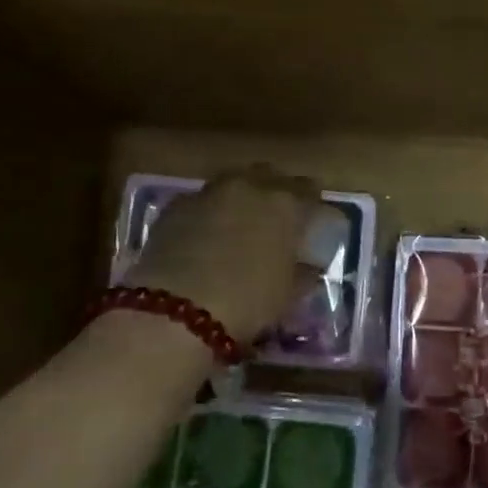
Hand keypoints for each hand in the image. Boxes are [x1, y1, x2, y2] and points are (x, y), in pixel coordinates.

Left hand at [126, 166, 321, 345]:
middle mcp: (249, 186)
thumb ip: (303, 272)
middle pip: (268, 176)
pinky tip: (204, 238)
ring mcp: (209, 193)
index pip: (309, 190)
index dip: (312, 204)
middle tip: (274, 218)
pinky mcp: (175, 207)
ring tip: (237, 226)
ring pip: (232, 184)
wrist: (175, 311)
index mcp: (285, 204)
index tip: (312, 220)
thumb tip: (308, 265)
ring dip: (239, 199)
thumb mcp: (288, 294)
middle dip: (274, 192)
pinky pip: (201, 202)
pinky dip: (208, 214)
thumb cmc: (247, 302)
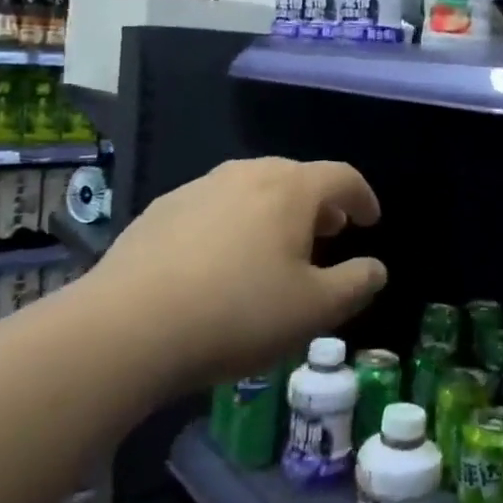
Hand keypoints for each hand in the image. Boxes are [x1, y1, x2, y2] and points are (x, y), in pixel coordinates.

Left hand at [87, 157, 386, 386]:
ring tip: (277, 246)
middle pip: (295, 177)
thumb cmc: (238, 314)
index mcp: (290, 189)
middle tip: (329, 232)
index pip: (342, 176)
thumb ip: (357, 284)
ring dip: (275, 211)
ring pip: (252, 188)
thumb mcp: (315, 310)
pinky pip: (214, 206)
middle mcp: (246, 174)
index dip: (363, 196)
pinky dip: (234, 222)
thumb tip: (376, 268)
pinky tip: (221, 261)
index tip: (371, 221)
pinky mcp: (161, 210)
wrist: (126, 328)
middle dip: (319, 203)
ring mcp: (199, 188)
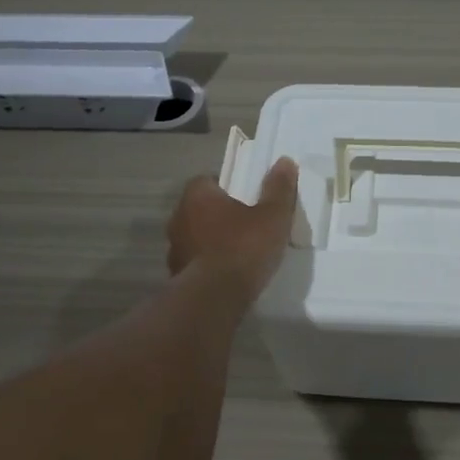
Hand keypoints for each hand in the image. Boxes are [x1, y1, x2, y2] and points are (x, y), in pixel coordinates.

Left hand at [166, 157, 298, 300]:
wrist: (215, 298)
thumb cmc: (244, 247)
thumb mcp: (272, 216)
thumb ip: (278, 188)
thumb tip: (285, 161)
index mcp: (197, 196)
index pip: (207, 181)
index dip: (227, 187)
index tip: (247, 199)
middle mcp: (179, 218)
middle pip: (201, 209)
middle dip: (220, 215)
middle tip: (247, 225)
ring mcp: (174, 249)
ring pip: (196, 237)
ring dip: (212, 241)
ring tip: (239, 253)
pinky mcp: (176, 276)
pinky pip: (196, 263)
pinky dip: (209, 265)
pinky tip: (228, 275)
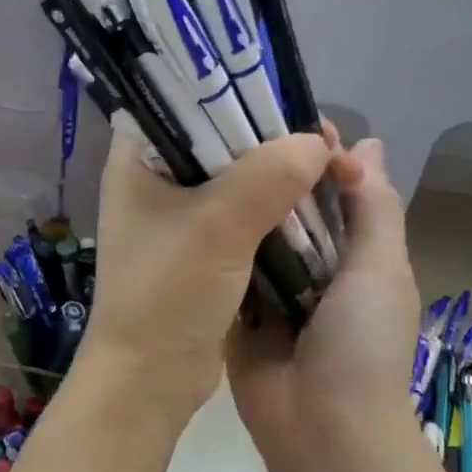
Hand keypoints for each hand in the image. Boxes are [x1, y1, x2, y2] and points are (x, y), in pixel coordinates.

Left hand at [81, 126, 333, 424]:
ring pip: (240, 178)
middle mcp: (156, 181)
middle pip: (222, 138)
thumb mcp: (218, 227)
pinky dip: (278, 210)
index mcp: (139, 160)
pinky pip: (246, 215)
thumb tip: (317, 145)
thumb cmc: (168, 294)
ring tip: (332, 169)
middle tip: (327, 143)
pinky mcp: (203, 250)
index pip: (187, 100)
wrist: (150, 379)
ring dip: (283, 176)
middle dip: (276, 139)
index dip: (241, 92)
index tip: (292, 102)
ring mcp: (180, 218)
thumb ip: (269, 176)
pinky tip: (315, 206)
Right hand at [227, 138, 422, 471]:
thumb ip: (374, 208)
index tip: (279, 113)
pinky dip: (212, 245)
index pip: (338, 189)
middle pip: (291, 209)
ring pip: (254, 235)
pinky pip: (225, 270)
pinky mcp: (237, 313)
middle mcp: (315, 267)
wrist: (319, 429)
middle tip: (222, 128)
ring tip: (194, 154)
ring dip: (236, 205)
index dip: (316, 153)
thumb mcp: (382, 268)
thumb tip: (363, 144)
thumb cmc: (362, 343)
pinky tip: (182, 206)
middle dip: (267, 174)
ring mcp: (273, 291)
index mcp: (357, 254)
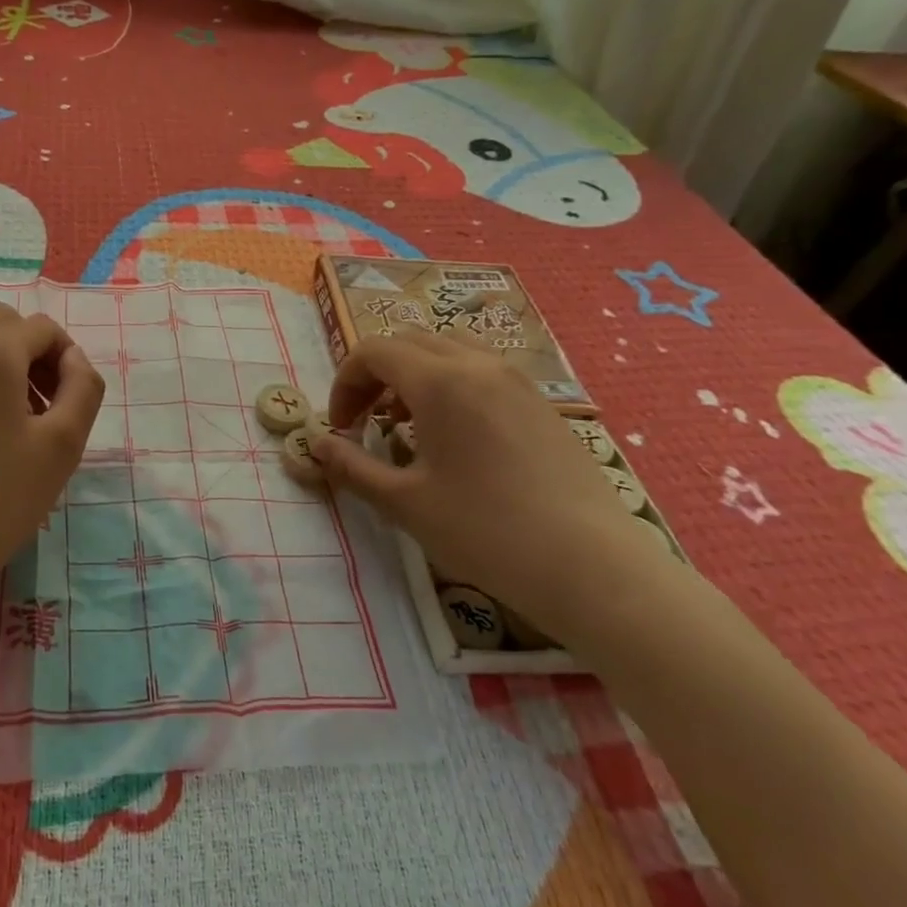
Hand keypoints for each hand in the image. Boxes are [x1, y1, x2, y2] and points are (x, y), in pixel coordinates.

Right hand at [309, 331, 663, 636]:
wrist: (590, 565)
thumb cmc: (485, 531)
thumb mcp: (403, 502)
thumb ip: (351, 466)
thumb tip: (316, 444)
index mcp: (439, 381)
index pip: (374, 351)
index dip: (345, 382)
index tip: (341, 426)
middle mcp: (478, 365)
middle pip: (410, 341)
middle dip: (376, 374)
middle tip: (366, 421)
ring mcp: (516, 380)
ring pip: (449, 348)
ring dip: (415, 373)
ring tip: (407, 422)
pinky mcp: (541, 403)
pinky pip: (482, 370)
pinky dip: (451, 383)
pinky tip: (455, 436)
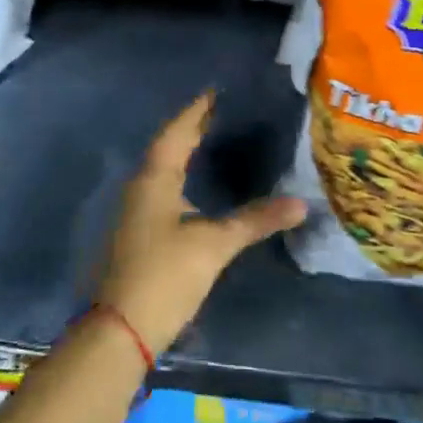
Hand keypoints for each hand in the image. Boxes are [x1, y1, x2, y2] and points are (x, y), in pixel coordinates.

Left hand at [96, 93, 306, 356]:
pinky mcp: (138, 233)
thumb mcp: (214, 245)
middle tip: (220, 111)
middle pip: (167, 148)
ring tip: (211, 141)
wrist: (121, 330)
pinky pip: (161, 190)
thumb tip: (301, 203)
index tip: (215, 92)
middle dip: (191, 129)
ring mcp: (136, 212)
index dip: (196, 111)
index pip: (176, 132)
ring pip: (163, 170)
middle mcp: (140, 188)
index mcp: (154, 179)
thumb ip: (255, 220)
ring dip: (184, 153)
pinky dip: (181, 178)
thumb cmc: (165, 276)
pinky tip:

» What you need to do: Give back the listing unchanged. Strip out the pictures.

» Response to this exercise:
Hand keypoints for each hand in the image. Boxes are [x1, y1, x2, y2] and points are (x, y), in pixel coordinates.

Left hand at [126, 166, 321, 345]:
middle mcp: (249, 186)
thumb ip: (303, 272)
middle pip: (268, 176)
pinky tip: (204, 238)
ring mcp: (209, 193)
index pip: (309, 190)
index dip: (312, 204)
middle tip: (274, 218)
pinky mcp: (175, 207)
ring tip: (237, 226)
ring pip: (232, 184)
wrist: (175, 311)
index mcp: (285, 204)
index tip: (312, 220)
thumb tip: (308, 265)
ring dip: (239, 199)
thumb mcp: (288, 294)
middle dip: (274, 192)
pinky pip: (201, 202)
pinky dip: (208, 214)
thumb cmc: (247, 302)
Hand keypoints for each hand in the image. Boxes are [x1, y1, x2, y2] and points are (x, y), in pixel coordinates.

Left hand at [87, 157, 386, 386]:
ring tip: (277, 246)
middle pip: (295, 177)
thumb cmc: (238, 314)
index mcp: (290, 189)
middle tip: (329, 232)
index pip: (342, 176)
thumb ip: (357, 284)
ring dip: (275, 211)
ring pip: (252, 188)
thumb mcp: (315, 310)
pinky pip: (214, 206)
middle mcp: (246, 174)
index dip: (363, 196)
pinky dip: (234, 222)
thumb tip: (376, 268)
pinky tip: (221, 261)
index tip: (371, 221)
pinky mcp: (161, 210)
wrist: (126, 328)
middle dip: (319, 203)
ring mcp: (199, 188)
Hand keypoints for each hand in the image. Boxes are [x1, y1, x2, y2] and points are (x, y), in pixel coordinates.

Left hand at [166, 157, 298, 300]:
wrist: (215, 298)
thumb cmc: (244, 247)
thumb mcp: (272, 216)
thumb ip: (278, 188)
thumb tip: (285, 161)
index mcp: (197, 196)
index pip: (207, 181)
index dip: (227, 187)
index tip: (247, 199)
middle mcp: (179, 218)
middle pip: (201, 209)
middle dip: (220, 215)
middle tip: (247, 225)
ring mcp: (174, 249)
ring pip: (196, 237)
ring dip: (212, 241)
ring tip: (239, 253)
pinky mcp: (176, 276)
pinky pip: (196, 263)
pinky dip: (209, 265)
pinky tip: (228, 275)
Hand keypoints for each hand in the image. Boxes are [x1, y1, x2, y2] and points are (x, y), in pixel coordinates.

Left hand at [81, 126, 333, 424]:
ring pip: (240, 178)
middle mcp: (156, 181)
middle pip: (222, 138)
thumb mcp: (218, 227)
pinky dip: (278, 210)
index mcp: (139, 160)
pinky pip: (246, 215)
thumb tip: (317, 145)
thumb cmc: (168, 294)
ring tip: (332, 169)
middle tip: (327, 143)
pinky mcp: (203, 250)
index pip: (187, 100)
wrist: (150, 379)
ring dip: (283, 176)
middle dip: (276, 139)
index dip: (241, 92)
index tip: (292, 102)
ring mcp: (180, 218)
thumb ip: (269, 176)
pinky tip: (315, 206)
Right hand at [227, 138, 422, 471]:
thumb ip: (374, 208)
index tip: (279, 113)
pinky dip: (212, 245)
index pip: (338, 189)
middle pip: (291, 209)
ring pip: (254, 235)
pinky pip: (225, 270)
pinky mcp: (237, 313)
middle mcp: (315, 267)
wrist: (319, 429)
middle tip: (222, 128)
ring tip: (194, 154)
ring dip: (236, 205)
index dip: (316, 153)
thumb mcp: (382, 268)
thumb tip: (363, 144)
thumb cmc: (362, 343)
pinky tip: (182, 206)
middle dip: (267, 174)
ring mcp: (273, 291)
index mcp: (357, 254)
Hand keypoints for each hand in the image. Boxes are [x1, y1, x2, y2] and points are (x, y), in pixel coordinates.

Right hand at [309, 331, 663, 636]:
wrist: (590, 565)
thumb cmc: (485, 531)
thumb mcp: (403, 502)
thumb ip: (351, 466)
thumb tip: (316, 444)
index mcp: (439, 381)
index pip: (374, 351)
index dip: (345, 382)
index tip: (341, 426)
middle mcp: (478, 365)
middle pip: (410, 341)
middle dip: (376, 374)
middle tip: (366, 421)
ring mcp: (516, 380)
ring pip: (449, 348)
ring dip: (415, 373)
ring tip: (407, 422)
pinky mcp: (541, 403)
pinky pip: (482, 370)
pinky dip: (451, 383)
pinky tip: (455, 436)
Hand keypoints for each hand in the image. Boxes are [x1, y1, x2, y2] and points are (x, y), in pixel coordinates.

Left hand at [96, 93, 306, 356]:
pinky mcp: (138, 233)
thumb mcp: (214, 245)
middle tip: (220, 111)
middle pip: (167, 148)
ring tip: (211, 141)
wrist: (121, 330)
pinky pip: (161, 190)
thumb tip: (301, 203)
index tip: (215, 92)
middle dip: (191, 129)
ring mcp: (136, 212)
index dip: (196, 111)
index pip: (176, 132)
ring pip: (163, 170)
middle mcp: (140, 188)
index mcp: (154, 179)
thumb ip: (255, 220)
ring dip: (184, 153)
pinky dip: (181, 178)
thumb cmc: (165, 276)
pinky tip:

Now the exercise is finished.